- _What the task asks_
Report how many lines in the listing below include the string "name", and write nothing more.

•••

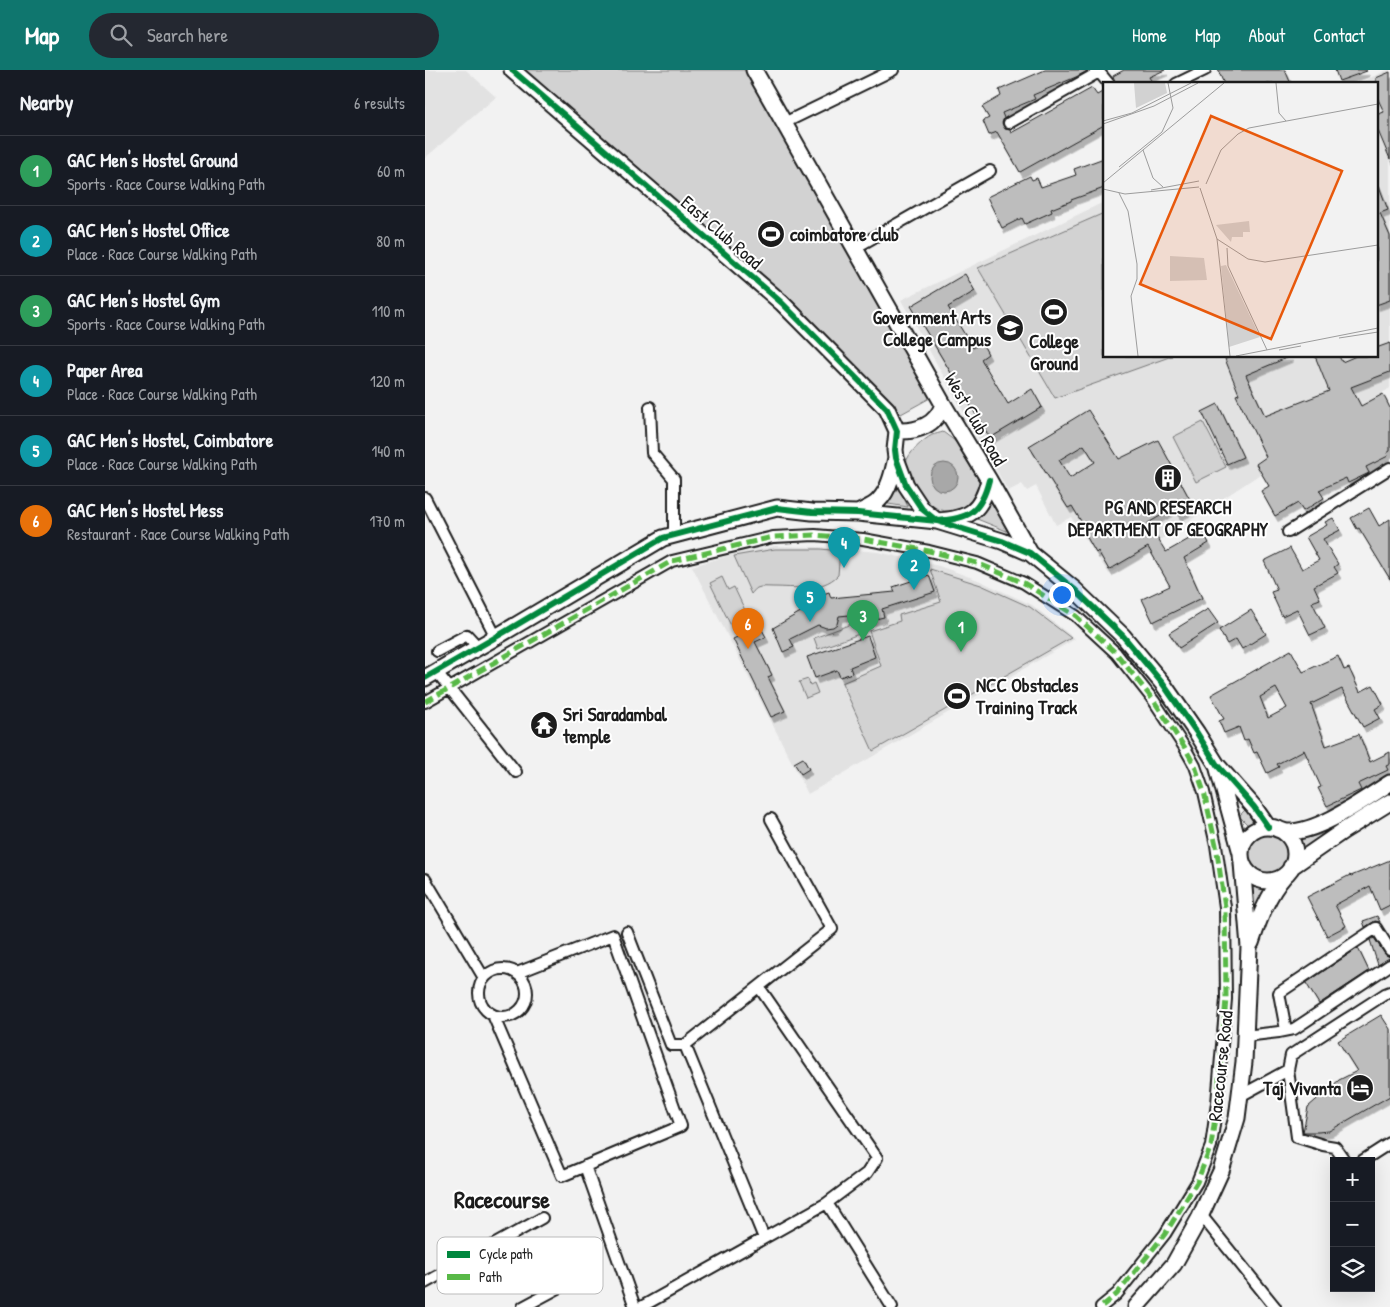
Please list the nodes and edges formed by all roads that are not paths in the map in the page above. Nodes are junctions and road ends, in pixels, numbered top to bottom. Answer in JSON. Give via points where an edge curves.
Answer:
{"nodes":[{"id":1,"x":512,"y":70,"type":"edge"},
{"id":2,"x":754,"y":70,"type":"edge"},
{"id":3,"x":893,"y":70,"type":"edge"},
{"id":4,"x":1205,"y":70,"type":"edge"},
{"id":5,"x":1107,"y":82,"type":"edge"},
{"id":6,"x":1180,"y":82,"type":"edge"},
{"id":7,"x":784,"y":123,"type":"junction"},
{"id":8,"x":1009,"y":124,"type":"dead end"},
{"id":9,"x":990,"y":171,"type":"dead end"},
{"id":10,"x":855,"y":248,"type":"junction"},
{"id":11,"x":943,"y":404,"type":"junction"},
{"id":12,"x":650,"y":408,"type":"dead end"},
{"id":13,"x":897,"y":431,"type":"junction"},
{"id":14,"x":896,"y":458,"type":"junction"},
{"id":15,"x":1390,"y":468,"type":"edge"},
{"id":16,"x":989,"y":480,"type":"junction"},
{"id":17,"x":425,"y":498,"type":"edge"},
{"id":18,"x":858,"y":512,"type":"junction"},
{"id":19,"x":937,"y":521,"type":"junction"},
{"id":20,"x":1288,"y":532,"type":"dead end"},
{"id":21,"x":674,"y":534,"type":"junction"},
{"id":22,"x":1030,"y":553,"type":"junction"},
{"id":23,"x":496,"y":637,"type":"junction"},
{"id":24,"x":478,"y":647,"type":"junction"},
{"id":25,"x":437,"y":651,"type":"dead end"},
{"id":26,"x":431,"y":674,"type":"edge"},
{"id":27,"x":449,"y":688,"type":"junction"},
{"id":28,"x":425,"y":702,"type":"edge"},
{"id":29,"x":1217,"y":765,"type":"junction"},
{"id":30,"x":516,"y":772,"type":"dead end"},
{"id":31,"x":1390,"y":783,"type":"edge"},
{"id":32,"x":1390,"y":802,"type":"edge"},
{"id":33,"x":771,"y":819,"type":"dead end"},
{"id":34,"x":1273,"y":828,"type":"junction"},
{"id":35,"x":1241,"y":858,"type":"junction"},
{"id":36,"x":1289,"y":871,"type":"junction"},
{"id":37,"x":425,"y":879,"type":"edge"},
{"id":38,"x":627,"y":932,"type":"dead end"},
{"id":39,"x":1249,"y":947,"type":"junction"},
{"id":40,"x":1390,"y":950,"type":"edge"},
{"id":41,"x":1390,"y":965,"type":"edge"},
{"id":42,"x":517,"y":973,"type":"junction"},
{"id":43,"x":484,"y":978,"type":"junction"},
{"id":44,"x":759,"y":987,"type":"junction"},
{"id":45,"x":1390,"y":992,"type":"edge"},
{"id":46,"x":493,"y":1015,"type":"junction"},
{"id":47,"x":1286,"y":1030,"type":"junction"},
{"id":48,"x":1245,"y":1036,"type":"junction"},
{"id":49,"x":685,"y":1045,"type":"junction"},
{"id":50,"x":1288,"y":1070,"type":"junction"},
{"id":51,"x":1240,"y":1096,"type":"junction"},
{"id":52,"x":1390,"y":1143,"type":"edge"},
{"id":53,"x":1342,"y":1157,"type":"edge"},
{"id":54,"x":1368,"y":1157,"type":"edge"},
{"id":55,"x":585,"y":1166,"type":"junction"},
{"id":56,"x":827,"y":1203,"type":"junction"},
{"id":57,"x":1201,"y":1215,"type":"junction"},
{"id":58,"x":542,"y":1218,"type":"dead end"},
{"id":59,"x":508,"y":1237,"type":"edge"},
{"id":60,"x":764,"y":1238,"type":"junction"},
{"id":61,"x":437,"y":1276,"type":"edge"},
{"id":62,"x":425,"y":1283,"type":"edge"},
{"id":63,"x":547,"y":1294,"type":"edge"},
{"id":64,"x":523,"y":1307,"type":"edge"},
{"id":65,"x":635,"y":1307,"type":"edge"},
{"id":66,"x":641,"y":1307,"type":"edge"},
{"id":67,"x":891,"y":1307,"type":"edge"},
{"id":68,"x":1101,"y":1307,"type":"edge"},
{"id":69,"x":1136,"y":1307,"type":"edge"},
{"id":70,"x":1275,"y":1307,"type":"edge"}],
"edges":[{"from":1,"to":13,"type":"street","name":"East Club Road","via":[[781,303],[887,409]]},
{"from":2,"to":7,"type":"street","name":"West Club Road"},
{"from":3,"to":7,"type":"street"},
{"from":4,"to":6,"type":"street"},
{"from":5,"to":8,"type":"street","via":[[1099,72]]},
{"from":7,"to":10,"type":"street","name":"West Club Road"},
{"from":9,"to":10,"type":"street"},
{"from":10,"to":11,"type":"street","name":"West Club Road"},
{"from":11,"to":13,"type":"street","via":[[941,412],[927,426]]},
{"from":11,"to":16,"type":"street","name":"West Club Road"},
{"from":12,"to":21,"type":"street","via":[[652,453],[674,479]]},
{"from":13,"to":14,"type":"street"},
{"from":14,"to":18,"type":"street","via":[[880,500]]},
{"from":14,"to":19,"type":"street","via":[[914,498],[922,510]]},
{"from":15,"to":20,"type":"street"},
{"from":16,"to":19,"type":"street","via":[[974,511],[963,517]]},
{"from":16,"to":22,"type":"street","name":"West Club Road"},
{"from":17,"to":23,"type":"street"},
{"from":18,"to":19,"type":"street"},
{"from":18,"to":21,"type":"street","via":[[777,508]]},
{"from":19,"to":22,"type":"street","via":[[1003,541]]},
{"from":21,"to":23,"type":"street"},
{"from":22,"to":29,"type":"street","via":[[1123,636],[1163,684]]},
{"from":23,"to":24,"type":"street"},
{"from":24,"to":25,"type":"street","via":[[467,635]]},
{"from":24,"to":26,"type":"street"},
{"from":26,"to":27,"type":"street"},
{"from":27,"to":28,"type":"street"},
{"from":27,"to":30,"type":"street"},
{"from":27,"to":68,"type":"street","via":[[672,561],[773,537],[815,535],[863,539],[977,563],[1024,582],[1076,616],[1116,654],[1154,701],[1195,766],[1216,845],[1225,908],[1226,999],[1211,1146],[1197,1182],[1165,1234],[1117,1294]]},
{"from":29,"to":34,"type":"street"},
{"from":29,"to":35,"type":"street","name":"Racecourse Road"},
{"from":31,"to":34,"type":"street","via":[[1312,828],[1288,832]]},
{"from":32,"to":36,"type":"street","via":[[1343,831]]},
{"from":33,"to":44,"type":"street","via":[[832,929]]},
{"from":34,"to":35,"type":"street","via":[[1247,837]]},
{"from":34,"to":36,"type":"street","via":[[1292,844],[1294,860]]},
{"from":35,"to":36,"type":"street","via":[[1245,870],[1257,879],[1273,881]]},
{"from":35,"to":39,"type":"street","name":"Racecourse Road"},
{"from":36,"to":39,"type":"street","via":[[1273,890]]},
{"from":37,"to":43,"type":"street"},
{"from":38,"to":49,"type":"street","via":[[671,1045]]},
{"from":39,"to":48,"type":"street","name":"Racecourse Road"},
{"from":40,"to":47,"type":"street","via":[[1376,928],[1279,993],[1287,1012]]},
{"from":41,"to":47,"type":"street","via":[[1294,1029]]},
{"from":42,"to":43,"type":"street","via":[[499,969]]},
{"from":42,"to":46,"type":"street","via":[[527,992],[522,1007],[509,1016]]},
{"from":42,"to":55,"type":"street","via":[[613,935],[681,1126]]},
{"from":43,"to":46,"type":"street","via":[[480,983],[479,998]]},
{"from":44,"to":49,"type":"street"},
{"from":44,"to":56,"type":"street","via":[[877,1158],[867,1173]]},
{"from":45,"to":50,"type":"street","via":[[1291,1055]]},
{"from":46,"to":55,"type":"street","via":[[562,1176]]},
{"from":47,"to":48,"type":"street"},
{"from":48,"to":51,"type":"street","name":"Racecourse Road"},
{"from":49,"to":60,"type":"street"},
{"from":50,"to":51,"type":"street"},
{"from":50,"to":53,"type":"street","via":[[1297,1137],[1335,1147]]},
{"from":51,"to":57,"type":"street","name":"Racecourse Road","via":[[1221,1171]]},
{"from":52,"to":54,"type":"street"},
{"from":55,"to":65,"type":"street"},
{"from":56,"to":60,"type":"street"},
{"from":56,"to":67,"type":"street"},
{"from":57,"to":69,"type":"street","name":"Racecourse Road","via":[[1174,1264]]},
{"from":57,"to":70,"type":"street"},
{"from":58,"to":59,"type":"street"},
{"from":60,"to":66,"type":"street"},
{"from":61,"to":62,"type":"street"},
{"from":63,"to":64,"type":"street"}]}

•••

- _Answer space_
12